The last thing I want is for people to be following my lead and end up like this. While I know that I can't be held responsible for what people choose to do in their life, I can't help but wonder what other opportunities they may be missing out on because they decided to follow in my footsteps. Instead of spending 80 hours a week at work, would they have started a family? If their back wasn't hurting from lugging around c-stands and 18ks, would they be traveling around the world? Would they have ended up as a writer or a producer with a bigger paycheck?

Inspiration can be an awesome thing. Every great movie, art piece, literature, historical movement, etc, was started by one brief moment of inspiration. But every bad painting, horrible film, and broken dream also stemmed from a moment of inspiration. Nobody thinks anything they do is a bad idea at the time.
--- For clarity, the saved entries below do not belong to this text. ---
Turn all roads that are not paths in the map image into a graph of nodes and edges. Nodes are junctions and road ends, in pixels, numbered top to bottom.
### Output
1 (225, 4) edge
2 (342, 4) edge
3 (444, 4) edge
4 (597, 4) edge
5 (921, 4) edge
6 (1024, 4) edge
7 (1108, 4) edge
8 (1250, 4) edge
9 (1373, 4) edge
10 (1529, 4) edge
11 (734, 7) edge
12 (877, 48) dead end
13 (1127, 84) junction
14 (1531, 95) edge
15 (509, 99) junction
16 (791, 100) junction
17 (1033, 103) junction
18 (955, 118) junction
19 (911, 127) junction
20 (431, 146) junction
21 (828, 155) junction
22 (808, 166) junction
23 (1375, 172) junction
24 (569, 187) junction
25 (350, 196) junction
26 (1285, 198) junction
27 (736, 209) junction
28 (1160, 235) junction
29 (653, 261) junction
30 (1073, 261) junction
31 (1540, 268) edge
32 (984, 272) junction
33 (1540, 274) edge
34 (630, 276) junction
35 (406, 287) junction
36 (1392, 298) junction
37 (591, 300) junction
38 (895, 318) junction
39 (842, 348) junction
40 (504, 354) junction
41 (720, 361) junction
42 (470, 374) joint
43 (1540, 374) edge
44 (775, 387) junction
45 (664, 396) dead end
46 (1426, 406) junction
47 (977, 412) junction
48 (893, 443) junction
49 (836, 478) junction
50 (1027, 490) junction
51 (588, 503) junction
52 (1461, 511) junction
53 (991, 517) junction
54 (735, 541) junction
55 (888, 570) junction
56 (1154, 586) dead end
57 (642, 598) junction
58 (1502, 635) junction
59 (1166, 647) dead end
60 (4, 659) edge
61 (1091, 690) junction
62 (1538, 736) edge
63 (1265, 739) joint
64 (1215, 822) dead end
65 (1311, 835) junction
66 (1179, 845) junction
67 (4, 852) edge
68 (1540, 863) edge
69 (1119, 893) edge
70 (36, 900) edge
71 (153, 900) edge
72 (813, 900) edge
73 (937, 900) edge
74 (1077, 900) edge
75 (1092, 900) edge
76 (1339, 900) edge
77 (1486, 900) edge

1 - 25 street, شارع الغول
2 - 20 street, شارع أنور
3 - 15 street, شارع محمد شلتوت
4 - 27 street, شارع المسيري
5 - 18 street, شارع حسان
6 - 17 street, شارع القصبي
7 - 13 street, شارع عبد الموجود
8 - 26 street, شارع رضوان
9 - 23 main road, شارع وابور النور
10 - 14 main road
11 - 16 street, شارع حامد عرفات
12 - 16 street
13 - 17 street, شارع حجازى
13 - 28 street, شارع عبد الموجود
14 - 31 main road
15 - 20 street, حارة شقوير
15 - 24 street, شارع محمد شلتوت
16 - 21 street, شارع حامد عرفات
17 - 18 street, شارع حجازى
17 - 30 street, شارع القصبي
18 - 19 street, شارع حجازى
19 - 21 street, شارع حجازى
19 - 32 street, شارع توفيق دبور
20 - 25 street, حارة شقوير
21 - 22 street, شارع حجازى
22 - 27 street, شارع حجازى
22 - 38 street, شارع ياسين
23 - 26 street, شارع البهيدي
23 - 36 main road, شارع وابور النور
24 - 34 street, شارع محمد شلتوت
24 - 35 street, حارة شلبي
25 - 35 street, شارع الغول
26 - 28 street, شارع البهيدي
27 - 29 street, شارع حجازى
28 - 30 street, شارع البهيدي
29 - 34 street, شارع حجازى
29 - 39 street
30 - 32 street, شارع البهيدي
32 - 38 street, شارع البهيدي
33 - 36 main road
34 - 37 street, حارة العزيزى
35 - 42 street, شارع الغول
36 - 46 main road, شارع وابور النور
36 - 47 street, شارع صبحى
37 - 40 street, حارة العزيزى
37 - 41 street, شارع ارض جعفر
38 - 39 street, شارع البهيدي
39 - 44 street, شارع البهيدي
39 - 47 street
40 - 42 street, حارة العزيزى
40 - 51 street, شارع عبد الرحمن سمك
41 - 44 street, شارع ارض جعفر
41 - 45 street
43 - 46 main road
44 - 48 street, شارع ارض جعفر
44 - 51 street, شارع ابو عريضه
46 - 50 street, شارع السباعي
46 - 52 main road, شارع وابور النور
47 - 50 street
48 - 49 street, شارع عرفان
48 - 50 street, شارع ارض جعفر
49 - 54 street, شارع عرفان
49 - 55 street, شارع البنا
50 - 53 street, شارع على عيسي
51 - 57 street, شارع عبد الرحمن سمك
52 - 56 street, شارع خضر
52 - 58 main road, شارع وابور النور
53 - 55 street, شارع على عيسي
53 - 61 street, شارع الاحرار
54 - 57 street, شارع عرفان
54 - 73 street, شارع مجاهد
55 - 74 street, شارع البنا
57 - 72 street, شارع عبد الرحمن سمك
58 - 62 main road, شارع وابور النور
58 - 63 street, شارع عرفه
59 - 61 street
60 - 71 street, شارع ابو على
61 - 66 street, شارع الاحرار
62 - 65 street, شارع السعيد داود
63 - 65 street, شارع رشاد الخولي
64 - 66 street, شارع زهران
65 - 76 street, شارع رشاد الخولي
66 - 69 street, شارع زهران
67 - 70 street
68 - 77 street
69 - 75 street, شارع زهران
So, which end of the spectrum do I and the innocent redhead fall under? Will my persistence, hard work, and bitching on the internet one day land me a spot in the history books? Will that girl follow my lead and succeed? Will she fall flat on her face and cry? Or will she pass me on her way up to the top? I guess only time will tell.

When you're in elementary school and you're assigned to do a report on an inspirational hero, most kids will pick an exceptionally skilled sports star, influential politician or a noted historical figure. Well established people with a long list of accomplishments who deserve legions of fans and people aspiring to be like them.

But I'm no Amelia Earhart. For now, I'm just a juicer, trying to follow a dream.